Erik secoua la tête, s'arrachant à ces souvenirs morbides. Ses traits étaient crispés tandis qu'il luttait face à la vague d'affliction qui le gagnait. Dans sa poitrine, son cœur pulsait douloureusement et le sang qui se déversait dans ses veines était gelé. La haine se mêlait à la souffrance. Ce ne fut que lorsqu'une douleur faible se fit ressentir au niveau de ses paumes qu'il se rendit compte qu'il serrait les poings si fort que ses ongles venaient d'entamer sa chair et que ses phalanges étaient plus blanches que l'écume des vagues.
Il s'obligea à prendre une grande inspiration pour retrouver son calme.
Mais son état n'échappa guère à Olaf qui écarquilla les yeux, comprenant tout de suite ce dont il en retournait, faisant vite le lien. Il secoua la tête de gauche à droite, avec une étrange frénésie, stupéfait.

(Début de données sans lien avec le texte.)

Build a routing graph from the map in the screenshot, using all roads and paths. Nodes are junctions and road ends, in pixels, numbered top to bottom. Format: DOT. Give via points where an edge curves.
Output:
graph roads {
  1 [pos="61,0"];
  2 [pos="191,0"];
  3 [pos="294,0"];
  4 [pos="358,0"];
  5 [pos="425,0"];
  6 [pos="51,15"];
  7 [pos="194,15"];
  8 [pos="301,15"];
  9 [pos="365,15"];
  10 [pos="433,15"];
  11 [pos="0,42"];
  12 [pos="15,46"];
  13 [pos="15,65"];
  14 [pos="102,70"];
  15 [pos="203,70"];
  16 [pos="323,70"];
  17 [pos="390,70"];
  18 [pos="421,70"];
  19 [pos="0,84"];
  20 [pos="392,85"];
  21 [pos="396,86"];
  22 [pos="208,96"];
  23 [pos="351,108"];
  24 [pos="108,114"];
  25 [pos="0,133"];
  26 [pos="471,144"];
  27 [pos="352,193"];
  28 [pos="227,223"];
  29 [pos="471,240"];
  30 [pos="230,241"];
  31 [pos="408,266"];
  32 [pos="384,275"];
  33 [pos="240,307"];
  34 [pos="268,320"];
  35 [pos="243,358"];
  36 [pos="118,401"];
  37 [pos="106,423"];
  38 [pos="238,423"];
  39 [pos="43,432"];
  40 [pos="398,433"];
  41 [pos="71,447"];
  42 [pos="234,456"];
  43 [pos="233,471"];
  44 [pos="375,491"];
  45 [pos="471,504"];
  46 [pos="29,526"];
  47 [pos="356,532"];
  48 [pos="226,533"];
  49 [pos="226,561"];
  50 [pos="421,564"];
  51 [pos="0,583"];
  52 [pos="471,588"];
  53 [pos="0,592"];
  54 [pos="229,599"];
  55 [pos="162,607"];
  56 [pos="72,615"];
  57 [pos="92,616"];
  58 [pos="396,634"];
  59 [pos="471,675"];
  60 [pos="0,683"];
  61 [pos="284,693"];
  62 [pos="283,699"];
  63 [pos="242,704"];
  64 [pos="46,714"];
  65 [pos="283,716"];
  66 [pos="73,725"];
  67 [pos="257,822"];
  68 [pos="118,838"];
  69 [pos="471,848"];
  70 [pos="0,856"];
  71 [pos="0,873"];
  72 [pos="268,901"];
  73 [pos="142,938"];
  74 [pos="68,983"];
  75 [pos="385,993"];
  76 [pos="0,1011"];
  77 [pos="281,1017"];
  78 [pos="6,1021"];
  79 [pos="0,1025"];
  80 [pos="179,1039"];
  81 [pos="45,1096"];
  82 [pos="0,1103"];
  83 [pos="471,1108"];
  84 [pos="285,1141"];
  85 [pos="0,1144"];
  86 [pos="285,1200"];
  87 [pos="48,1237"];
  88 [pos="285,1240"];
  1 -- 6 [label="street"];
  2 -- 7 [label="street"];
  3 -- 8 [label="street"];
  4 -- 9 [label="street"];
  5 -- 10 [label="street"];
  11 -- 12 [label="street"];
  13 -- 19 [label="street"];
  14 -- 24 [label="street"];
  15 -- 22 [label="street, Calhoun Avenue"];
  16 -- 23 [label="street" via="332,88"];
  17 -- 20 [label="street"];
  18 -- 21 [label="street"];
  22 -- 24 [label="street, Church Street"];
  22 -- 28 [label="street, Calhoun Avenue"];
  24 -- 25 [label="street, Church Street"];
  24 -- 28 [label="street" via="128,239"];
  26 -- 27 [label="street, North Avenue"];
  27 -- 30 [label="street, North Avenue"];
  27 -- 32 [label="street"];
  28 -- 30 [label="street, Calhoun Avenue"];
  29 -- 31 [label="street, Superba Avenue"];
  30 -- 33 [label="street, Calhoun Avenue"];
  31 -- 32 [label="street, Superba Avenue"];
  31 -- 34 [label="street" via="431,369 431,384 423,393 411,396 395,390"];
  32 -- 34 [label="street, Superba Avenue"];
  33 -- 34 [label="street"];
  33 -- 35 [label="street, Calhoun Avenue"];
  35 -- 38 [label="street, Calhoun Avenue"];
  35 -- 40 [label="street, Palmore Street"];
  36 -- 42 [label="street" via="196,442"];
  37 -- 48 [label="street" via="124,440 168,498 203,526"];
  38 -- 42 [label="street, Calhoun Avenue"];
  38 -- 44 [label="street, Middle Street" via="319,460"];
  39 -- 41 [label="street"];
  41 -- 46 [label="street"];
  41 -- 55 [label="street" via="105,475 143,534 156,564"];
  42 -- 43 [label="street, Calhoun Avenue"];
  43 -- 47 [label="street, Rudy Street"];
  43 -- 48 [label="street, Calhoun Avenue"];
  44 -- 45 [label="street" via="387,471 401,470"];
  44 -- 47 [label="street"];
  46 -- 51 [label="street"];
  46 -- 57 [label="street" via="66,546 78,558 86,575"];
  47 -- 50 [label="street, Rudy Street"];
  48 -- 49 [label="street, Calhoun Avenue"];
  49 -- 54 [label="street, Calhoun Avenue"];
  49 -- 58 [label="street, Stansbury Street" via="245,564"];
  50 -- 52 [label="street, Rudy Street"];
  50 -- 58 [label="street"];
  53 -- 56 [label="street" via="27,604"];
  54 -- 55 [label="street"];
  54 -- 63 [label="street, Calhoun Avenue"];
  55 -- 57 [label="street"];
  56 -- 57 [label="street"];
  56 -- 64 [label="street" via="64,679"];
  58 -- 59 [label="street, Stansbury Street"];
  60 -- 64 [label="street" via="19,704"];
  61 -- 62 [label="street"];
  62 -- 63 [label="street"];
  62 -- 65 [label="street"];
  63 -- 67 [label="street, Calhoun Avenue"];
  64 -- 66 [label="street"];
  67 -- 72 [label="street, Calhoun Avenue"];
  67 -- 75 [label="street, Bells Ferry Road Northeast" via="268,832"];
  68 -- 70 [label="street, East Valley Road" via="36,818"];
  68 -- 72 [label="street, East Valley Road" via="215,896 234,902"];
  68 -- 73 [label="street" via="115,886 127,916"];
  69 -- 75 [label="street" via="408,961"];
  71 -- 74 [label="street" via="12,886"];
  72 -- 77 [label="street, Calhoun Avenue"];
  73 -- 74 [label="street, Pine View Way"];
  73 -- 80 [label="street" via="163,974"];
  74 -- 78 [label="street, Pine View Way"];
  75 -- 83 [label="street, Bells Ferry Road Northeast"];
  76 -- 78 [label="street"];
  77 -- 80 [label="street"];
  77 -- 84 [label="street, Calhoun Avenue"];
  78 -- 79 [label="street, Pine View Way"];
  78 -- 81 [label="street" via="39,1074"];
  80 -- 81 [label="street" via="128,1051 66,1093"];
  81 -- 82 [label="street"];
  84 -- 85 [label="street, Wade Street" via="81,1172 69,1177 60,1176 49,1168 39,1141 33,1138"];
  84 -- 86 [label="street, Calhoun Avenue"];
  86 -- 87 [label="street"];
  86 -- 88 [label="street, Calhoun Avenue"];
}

— Ça ne peut pas être elle !
— Pourtant, c'est bien son signe... Chaque sirène a en quelque sorte sa marque de fabrique... Ce dessin, c'est le sien. Et regard ce poignard ! Elle a emporté le cœur mais laissé son arme...
— Et alors ?
— C'est un message Olaf, murmura l'ancien roi. C'est bien elle. Elle est de retour...
Il lui avait planté un poignard en plein cœur, elle se vengeait.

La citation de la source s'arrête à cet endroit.